Optimizing Geospatial Workflows in the Cloud

A Guide to In-Memory DEM Processing with GDAL on GCP

Feb 29, 2024

In the ever-evolving landscape of geospatial technology, the integration of Digital Elevation Models (DEMs) within cloud computing platforms like Google Cloud Platform (GCP) has significantly expanded opportunities for data analysis and visualization. This introduction marks the beginning of an exploration into the sophisticated relationship between geospatial data processing and cloud technology, focusing on the impactful ways DEMs can be used to enhance our understanding of the Earth's surface. For an in-depth discussion on DEMs see this article:

Digital Elevation Models (DEM) vs. Digital Surface Models (DSM)

Daniel Rusinek

February 29, 2024

Read full story

Digital Elevation Models are pivotal in providing a detailed representation of the Earth's topography. They offer a precise depiction of surface elevation, from the highest peaks to the lowest valleys, enabling a comprehensive view of our planet's terrain. The capability of DEMs is profoundly amplified when coupled with the advanced computational power of cloud computing platforms, particularly within Google Cloud Platform (GCP).

Navigating through the processing and analysis of DEMs, especially when conducted in memory, requires careful consideration of several factors. The choice between Google Kubernetes Engine (GKE) and Google Compute Engine (GCE) as the preferred platform for hosting depends largely on the specific requirements of the workflow, the processing tasks' scale, and the desired level of operational flexibility.

Hosting Our Web App

When considering the processing and analysis of Digital Elevation Models (DEMs) in memory within the Google Cloud Platform (GCP), both Google Kubernetes Engine (GKE) and Google Compute Engine (GCE) offer compelling features, but the choice between them depends on the specifics of your workflow, the scale of your processing tasks, and the operational flexibility you require.
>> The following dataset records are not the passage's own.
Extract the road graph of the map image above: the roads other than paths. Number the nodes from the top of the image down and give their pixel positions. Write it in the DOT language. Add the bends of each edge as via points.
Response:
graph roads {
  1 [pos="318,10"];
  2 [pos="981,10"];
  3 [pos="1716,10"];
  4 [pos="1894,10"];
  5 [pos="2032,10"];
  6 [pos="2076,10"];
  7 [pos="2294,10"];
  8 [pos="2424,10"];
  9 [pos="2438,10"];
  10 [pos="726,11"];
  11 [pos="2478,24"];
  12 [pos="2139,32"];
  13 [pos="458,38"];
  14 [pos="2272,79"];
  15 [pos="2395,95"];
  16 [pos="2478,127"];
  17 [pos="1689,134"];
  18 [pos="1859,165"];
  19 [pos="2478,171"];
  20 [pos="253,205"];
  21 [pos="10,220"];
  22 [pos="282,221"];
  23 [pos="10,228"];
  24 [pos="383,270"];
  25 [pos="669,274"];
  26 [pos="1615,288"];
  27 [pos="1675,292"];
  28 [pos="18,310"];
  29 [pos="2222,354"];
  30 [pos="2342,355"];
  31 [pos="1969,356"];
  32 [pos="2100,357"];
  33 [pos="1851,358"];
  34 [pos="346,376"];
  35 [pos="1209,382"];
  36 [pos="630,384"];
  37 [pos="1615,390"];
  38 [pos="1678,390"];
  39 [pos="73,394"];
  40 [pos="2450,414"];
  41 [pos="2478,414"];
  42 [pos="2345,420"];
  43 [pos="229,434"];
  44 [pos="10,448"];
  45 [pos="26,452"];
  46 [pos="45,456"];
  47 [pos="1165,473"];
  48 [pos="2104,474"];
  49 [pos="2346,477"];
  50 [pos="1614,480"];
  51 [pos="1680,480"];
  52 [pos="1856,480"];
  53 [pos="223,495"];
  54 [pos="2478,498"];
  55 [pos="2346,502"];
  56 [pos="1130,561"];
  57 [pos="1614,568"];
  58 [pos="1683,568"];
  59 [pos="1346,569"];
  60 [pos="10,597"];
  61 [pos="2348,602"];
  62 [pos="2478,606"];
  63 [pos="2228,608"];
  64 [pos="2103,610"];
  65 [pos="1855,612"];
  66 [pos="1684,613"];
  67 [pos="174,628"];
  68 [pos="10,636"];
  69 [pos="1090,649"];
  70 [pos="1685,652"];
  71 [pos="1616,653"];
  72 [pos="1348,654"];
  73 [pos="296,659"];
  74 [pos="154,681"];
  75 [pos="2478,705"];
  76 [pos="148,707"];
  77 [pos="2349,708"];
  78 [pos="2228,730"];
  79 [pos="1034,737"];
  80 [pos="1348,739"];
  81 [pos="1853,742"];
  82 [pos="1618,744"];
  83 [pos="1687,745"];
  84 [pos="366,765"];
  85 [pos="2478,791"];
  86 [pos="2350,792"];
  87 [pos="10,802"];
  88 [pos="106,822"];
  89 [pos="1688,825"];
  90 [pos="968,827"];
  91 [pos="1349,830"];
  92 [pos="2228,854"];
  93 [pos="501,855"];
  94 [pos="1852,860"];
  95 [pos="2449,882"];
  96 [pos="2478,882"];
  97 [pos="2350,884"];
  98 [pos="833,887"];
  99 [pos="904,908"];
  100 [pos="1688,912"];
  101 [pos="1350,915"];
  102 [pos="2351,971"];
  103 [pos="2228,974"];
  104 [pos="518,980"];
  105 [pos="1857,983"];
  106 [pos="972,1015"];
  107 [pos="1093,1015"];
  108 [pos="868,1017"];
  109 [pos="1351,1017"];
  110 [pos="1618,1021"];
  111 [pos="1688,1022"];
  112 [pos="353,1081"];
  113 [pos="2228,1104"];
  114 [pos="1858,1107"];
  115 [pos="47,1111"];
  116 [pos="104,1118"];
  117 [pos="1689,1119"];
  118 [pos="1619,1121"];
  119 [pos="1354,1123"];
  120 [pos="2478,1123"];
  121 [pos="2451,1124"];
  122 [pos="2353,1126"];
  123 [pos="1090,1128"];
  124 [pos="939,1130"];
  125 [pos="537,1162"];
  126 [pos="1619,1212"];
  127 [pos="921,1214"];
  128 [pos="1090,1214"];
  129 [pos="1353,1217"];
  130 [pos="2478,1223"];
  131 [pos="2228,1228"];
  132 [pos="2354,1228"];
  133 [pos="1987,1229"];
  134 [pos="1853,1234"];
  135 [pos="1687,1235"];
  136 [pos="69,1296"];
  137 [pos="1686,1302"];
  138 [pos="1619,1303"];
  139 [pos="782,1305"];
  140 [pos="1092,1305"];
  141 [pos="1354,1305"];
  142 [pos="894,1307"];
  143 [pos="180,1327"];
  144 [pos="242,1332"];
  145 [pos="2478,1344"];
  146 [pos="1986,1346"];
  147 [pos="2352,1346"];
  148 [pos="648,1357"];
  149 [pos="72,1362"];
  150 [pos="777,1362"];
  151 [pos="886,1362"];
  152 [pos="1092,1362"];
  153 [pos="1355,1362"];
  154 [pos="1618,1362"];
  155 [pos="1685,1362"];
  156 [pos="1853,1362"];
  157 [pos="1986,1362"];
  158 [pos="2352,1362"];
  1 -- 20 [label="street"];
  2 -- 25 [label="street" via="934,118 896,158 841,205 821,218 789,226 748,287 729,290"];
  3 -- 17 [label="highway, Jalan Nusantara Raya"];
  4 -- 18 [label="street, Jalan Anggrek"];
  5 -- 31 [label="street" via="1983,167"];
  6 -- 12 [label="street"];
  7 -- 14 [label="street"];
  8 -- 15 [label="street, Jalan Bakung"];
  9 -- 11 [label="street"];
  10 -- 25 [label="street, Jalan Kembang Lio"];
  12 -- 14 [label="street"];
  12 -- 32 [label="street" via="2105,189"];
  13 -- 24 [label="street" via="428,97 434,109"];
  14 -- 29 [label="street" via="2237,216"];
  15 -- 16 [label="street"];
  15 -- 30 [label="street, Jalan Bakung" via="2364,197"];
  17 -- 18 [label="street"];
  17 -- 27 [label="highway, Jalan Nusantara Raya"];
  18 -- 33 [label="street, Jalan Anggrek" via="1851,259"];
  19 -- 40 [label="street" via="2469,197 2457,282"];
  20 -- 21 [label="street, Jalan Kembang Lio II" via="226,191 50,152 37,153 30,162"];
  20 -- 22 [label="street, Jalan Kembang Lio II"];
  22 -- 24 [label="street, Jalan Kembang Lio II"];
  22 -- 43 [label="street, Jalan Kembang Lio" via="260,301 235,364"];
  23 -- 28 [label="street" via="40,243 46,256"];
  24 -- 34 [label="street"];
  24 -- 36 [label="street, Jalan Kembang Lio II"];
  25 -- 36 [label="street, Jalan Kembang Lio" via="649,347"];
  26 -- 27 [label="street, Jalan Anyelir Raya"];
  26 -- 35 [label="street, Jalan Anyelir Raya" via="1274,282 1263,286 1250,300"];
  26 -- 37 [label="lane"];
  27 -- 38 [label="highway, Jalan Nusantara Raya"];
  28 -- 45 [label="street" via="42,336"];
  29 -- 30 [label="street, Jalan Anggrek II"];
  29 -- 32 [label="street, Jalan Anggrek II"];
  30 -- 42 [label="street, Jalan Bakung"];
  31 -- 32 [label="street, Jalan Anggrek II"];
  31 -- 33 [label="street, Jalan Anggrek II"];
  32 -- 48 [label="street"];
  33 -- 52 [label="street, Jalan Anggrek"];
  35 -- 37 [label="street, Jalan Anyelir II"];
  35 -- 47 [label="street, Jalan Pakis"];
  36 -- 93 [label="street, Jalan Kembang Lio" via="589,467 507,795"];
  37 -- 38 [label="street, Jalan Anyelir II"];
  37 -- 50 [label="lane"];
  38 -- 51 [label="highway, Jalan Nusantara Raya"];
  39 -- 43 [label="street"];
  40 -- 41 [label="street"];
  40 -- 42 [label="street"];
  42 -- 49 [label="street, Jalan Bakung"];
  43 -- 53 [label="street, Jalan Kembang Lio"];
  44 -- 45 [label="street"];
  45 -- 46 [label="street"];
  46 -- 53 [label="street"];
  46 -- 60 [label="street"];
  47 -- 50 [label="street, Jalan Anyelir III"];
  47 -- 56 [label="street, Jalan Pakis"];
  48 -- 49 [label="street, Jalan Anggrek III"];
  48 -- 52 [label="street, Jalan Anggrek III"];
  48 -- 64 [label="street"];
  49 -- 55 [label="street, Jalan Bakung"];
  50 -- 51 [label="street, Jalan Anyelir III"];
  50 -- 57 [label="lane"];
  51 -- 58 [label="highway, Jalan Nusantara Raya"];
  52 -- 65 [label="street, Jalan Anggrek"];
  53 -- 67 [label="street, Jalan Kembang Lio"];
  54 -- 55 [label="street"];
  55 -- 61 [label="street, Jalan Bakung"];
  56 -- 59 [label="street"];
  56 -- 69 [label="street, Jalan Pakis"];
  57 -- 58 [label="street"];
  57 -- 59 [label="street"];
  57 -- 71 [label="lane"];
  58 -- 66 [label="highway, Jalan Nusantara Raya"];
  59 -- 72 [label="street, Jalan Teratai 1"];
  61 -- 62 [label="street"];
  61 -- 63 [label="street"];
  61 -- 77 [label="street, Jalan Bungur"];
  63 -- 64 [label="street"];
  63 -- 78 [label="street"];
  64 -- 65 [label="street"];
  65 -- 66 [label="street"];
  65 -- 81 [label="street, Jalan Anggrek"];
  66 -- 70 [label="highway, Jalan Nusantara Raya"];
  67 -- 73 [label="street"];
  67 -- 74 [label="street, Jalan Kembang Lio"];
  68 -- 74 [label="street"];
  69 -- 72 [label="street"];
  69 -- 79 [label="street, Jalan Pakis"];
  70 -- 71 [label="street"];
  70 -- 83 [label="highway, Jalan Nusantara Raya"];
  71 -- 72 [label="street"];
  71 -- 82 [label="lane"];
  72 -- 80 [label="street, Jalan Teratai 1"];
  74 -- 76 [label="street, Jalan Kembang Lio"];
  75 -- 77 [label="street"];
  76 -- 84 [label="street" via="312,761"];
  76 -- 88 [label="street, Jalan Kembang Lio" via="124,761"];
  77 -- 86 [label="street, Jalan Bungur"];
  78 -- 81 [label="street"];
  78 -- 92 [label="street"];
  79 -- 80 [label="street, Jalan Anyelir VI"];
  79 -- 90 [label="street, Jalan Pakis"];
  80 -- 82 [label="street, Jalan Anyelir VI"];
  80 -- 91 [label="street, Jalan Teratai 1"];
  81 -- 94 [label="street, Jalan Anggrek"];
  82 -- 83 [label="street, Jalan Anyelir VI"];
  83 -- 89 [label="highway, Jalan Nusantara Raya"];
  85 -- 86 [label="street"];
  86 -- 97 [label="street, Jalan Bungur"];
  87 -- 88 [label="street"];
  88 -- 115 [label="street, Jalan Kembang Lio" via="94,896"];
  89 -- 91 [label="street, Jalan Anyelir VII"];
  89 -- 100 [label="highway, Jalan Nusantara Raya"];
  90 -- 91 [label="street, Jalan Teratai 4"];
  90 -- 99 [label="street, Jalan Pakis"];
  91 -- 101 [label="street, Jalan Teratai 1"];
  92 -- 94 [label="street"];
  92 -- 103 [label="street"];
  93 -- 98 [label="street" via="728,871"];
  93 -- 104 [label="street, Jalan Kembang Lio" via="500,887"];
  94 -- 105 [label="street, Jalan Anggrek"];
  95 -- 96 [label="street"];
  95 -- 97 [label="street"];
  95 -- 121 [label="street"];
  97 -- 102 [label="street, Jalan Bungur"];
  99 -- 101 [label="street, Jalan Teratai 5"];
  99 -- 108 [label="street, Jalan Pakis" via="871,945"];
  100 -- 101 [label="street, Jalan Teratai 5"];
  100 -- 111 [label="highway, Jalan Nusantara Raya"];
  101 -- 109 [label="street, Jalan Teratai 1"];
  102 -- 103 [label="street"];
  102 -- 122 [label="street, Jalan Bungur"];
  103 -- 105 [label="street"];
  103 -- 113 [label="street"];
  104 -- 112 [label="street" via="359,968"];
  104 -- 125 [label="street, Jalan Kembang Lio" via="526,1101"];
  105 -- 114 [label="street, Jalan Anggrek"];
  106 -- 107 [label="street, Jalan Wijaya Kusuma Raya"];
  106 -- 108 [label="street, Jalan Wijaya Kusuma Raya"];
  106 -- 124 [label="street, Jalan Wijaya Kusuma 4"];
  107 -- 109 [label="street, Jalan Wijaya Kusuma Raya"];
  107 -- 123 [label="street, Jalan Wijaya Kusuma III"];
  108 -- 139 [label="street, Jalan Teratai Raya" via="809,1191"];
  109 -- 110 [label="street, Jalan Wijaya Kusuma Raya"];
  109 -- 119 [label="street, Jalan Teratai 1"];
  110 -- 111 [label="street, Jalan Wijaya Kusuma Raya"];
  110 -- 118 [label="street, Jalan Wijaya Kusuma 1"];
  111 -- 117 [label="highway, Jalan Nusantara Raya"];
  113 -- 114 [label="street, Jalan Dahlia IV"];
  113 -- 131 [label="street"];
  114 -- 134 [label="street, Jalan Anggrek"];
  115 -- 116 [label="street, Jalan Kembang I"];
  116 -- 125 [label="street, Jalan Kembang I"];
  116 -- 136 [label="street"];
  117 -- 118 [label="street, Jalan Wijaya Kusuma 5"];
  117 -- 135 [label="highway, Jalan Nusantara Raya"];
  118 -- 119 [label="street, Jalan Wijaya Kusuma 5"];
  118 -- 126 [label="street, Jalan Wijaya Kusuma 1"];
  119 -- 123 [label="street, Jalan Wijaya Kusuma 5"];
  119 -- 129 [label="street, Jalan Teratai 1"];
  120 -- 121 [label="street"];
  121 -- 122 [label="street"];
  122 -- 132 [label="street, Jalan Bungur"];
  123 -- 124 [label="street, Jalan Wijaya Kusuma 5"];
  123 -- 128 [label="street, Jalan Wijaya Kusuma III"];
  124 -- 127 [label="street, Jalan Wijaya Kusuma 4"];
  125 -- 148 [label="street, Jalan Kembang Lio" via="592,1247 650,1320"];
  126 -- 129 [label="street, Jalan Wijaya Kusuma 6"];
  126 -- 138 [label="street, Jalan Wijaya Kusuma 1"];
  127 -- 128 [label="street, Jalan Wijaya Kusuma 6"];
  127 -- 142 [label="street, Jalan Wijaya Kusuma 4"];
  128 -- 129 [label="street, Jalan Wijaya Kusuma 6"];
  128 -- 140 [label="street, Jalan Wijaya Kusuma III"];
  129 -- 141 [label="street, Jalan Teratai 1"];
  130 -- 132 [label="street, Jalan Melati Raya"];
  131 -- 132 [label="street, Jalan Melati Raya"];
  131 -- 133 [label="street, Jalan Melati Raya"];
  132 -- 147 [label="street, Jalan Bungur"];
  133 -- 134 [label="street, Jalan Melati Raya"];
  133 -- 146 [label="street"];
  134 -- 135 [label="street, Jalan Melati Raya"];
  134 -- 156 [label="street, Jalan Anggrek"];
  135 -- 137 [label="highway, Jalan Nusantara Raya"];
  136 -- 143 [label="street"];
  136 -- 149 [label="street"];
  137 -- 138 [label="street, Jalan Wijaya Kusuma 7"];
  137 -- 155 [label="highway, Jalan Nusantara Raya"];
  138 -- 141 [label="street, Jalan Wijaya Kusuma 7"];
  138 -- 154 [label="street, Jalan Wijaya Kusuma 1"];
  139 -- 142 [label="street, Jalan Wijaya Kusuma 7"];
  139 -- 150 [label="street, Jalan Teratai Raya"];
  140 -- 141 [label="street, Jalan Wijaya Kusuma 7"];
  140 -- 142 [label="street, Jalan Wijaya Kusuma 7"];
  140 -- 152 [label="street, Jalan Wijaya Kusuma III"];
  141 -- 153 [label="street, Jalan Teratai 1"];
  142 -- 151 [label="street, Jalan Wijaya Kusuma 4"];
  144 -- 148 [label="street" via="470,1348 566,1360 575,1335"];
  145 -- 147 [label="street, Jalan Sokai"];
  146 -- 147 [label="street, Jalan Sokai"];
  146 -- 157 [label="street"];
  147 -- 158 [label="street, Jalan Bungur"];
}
Considerations for GDAL in Cloud Environments

Single-threaded Operations: Many GDAL operations are single-threaded and might not automatically benefit from multi-core processing without explicit parallelization in your application.
Memory Usage: GDAL's memory usage can be intensive, especially for large datasets. While GKE can scale out by adding more pods, each pod's effectiveness is limited by how GDAL utilizes resources.
I/O Bound Processes: GDAL operations often involve reading from and writing to disk, which can be a bottleneck. Even though GKE allows for scalable compute resources, the performance gain might be limited if the operations are I/O bound rather than CPU bound.

Creating and Processing a DEM in Memory with GDAL

This example assumes you have DEM data in some form (e.g., an array of elevation values) and you want to create a DEM raster, process it, and serialize it to a byte string, all in memory.

import io
import numpy as np
from osgeo import gdal, osr

# Example elevation data as a NumPy array (replace with your actual data)
elevation_data = np.random.rand(100, 100).astype(np.float32)  # 100x100 raster of random elevations

# Step 1: Create an in-memory raster to hold the DEM
mem_driver = gdal.GetDriverByName('MEM')
dem_ds = mem_driver.Create('', elevation_data.shape[1], elevation_data.shape[0], 1, gdal.GDT_Float32)

# Set geo-transformation and projection (example values used here)
geo_transform = (0, 1, 0, 0, 0, -1)  # Origin x, pixel width, rotation, origin y, rotation, pixel height
srs = osr.SpatialReference()
srs.ImportFromEPSG(4326)  # WGS84
dem_ds.SetGeoTransform(geo_transform)
dem_ds.SetProjection(srs.ExportToWkt())

# Load the elevation data into the in-memory raster
dem_ds.GetRasterBand(1).WriteArray(elevation_data)

# (Optional) Process the DEM here as needed
# For example, apply a filter, compute slopes, etc.

# Step 2: Serialize the in-memory DEM to a byte string
vsimem_path = '/vsimem/temp_dem.tif'
gdal.Translate(vsimem_path, dem_ds, format='GTiff')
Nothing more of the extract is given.